U-571 (M)
Director: Jonathan Mostow
Bugs: two out of five

 

They just don't make war movies like U-571 any more.
Except for U-571, of course.
U-571 is your typical Yank war movie, where a small but dedicated group of American servicemen, relying solely on their incredible bravery and an amazing amount of good luck, single handedly change the course of War That Came After The War to End All Wars.
It's April 1942 and Hitler's U-Boats dominate the Atlantic, sinking thousands of ships, their crews singing patriotic songs about the Nazi homeland in a harsh foreign tongue and often through beards that make them look even more sinister than they really are, if that's at all possible.
Yes, it's clear that the free world as we know it today will be wearing khaki and goose-stepping to and from work, school and play unless a hand-picked battle-weary group of brave American submariners can overpower one of the U boats and steal the Nazi coding machine that's got the Rhineland on the front foot, war wise.
Now, there are 10 fundamental features of a quality submarine war movie and U-571 carries them all off effortlessly.

1. An important support role yelling "Dive Dive Dive" just after that short, sharp siren has sounded three times.
In U-571, this is undertaken by veteran actor Harvey Keitel, who, it must be said, looks all at sea in this picture. Harvey doesn't do much else than yell "Dive! Dive! Dive!", so he can be excused for looking just a little smug about the whole adventure, seeing he's probably pocketing hundreds of thousands of greenbacks for each of those "Dive"s.

2. The new and experienced captain who has to earn the respect of his crew.
Well, you just know that Matthew McConaughey is going to get his boys home safely from the first reel, when his superior, Lt Commander Mike Dahlgren (Bill Paxton), overlooks him for promotion and a ship of his own. "There will come a time when you're gonna have to send young men to their deaths and show cinema patrons you can act really, really forcibly and I don't think you've got it in you," Dahlgren tells Lt Andrew Tyler, McConaughey's character. Being the strong silent type, Matty doesn't come straight back with "Oh, yeah, well look who's talking. Mr Excitability!" so you know he's going to be all right.

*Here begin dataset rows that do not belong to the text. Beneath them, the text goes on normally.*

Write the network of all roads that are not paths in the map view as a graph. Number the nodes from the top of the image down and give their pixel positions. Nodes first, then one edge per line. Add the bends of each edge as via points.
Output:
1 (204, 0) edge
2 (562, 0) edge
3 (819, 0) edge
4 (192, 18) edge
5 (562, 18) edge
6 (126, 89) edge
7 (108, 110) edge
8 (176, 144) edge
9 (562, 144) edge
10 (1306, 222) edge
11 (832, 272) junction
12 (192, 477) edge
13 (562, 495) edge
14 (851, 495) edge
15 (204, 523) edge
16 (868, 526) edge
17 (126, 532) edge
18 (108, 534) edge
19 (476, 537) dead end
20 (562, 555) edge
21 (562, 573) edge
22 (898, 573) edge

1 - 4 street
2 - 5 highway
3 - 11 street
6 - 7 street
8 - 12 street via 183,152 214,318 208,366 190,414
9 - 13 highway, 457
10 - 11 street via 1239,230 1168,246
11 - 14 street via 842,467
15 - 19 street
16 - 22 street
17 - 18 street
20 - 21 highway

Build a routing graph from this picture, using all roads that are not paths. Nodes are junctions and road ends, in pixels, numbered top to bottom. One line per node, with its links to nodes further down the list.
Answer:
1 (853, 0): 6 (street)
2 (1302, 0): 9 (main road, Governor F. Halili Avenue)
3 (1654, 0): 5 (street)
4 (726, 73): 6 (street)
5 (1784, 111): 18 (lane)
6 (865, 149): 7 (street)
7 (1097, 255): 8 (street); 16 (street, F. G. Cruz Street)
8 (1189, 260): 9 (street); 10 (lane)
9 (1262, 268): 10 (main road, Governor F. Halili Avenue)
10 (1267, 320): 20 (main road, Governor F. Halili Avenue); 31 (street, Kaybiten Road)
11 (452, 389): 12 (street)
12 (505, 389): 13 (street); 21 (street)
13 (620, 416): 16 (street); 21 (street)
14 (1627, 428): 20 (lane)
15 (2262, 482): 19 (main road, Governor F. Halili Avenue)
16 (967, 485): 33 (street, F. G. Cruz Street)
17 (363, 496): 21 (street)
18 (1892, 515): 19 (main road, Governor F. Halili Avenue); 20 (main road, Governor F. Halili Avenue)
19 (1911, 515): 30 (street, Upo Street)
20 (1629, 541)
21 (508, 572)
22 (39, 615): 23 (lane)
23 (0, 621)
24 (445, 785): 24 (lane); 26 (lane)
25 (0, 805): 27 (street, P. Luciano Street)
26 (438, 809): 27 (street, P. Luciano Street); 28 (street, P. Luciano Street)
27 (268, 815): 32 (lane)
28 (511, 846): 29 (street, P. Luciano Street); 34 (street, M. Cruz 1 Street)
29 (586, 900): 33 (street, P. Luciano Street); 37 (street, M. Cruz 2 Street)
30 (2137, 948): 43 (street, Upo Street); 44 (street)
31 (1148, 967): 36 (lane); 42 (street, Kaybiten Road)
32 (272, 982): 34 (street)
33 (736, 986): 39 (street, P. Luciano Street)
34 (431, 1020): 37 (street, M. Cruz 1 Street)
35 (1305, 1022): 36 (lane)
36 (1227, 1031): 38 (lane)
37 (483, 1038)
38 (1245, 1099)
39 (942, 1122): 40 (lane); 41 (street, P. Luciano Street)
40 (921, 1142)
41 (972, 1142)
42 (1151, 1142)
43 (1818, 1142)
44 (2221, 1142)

3. Never-ending scenes where depth charges explode outside a sub's hull and the crew always know which taps and nuts and bolts and things to turn with wrenches so the water flow always stops instantly. U-571 has more than its fair share of these.

4. An ear-piercing sound track. The end titles assure us that no base drums where hurt in the making of U-571, but they must have come perilously close.

5. The old oil slick decoy. U-571 does this plus more, even popping a corpse out with a heap of bilge oil to make doubly sure that the German destroyer captain will stop his boat just at the right spot, thus becoming a sitting duck for the good ol' Stars and Stripes. No wonder those Krauts lost the war.

6. Dropping well below the boat's pressure comfort zone . U-571 pops more valve glass fronts and pipe connections than any other sub in the history of submarine war movies.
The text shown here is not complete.